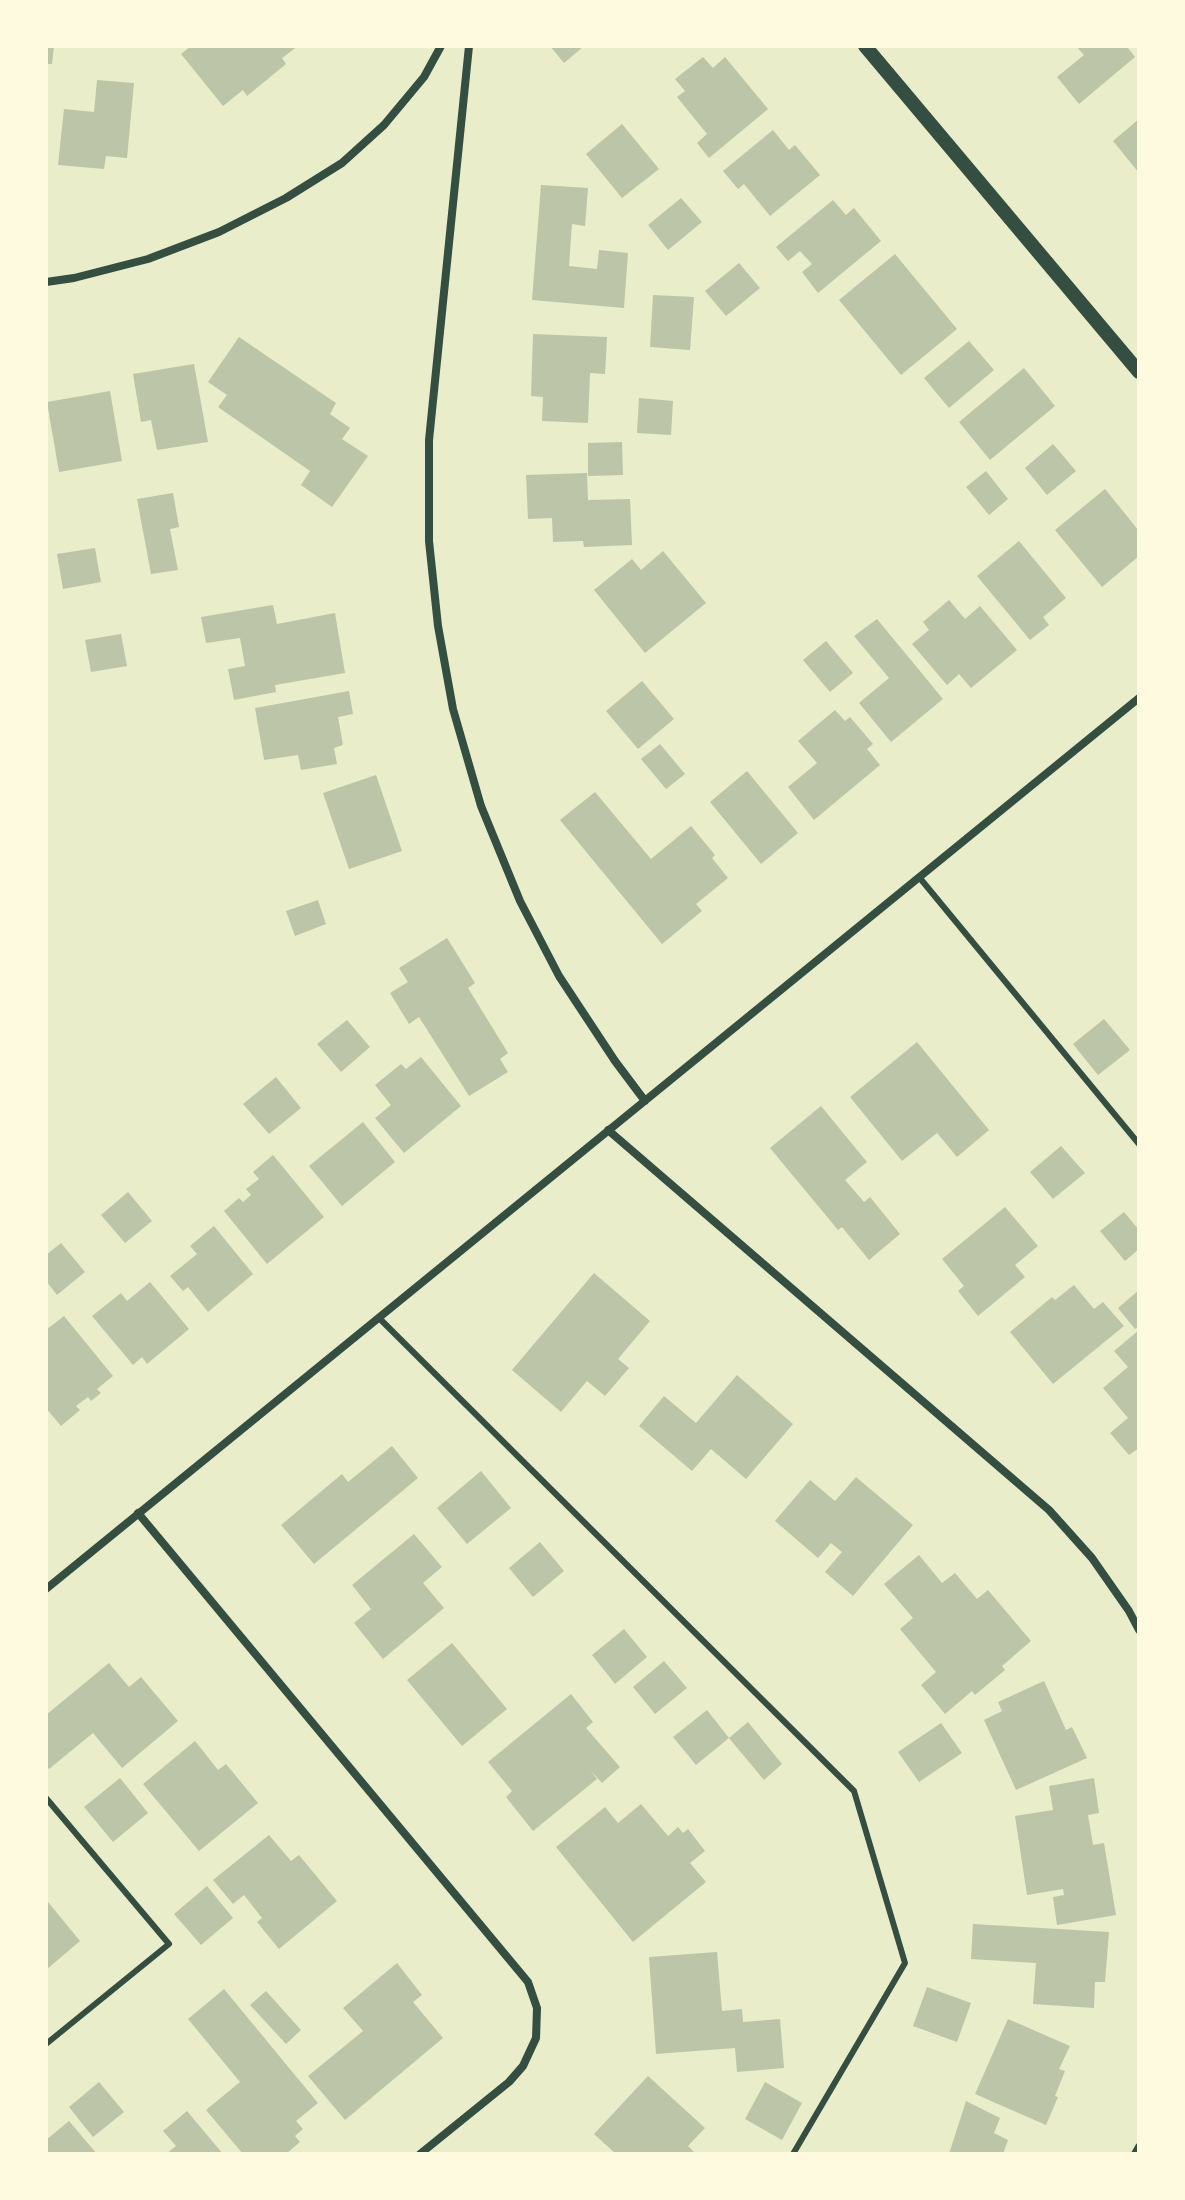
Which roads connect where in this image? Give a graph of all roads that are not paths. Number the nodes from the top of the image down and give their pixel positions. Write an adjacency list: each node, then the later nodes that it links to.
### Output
1 (441, 46): 4 (street)
2 (469, 46): 8 (street)
3 (865, 46): 5 (street)
4 (46, 282)
5 (1139, 372)
6 (1139, 698): 7 (street)
7 (919, 877): 8 (street); 10 (lane)
8 (645, 1101): 9 (street)
9 (608, 1130): 11 (street); 14 (street)
10 (1139, 1144)
11 (379, 1318): 12 (street); 19 (lane)
12 (138, 1513): 13 (street); 18 (street)
13 (46, 1589)
14 (1139, 1630)
15 (46, 1798): 16 (lane)
16 (46, 2044)
17 (1139, 2147): 20 (street)
18 (420, 2154)
19 (793, 2154)
20 (1135, 2154)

=-=-=-=-=

-- Your task --
Could the entries be output exactly as written, but without their images?

-- Response to the task --
Which roads connect where in this image? Give a graph of all roads that are not paths. Number the nodes from the top of the image down and give their pixel positions. Write an adjacency list: each node, then the later nodes that it links to.
### Output
1 (441, 46): 4 (street)
2 (469, 46): 8 (street)
3 (865, 46): 5 (street)
4 (46, 282)
5 (1139, 372)
6 (1139, 698): 7 (street)
7 (919, 877): 8 (street); 10 (lane)
8 (645, 1101): 9 (street)
9 (608, 1130): 11 (street); 14 (street)
10 (1139, 1144)
11 (379, 1318): 12 (street); 19 (lane)
12 (138, 1513): 13 (street); 18 (street)
13 (46, 1589)
14 (1139, 1630)
15 (46, 1798): 16 (lane)
16 (46, 2044)
17 (1139, 2147): 20 (street)
18 (420, 2154)
19 (793, 2154)
20 (1135, 2154)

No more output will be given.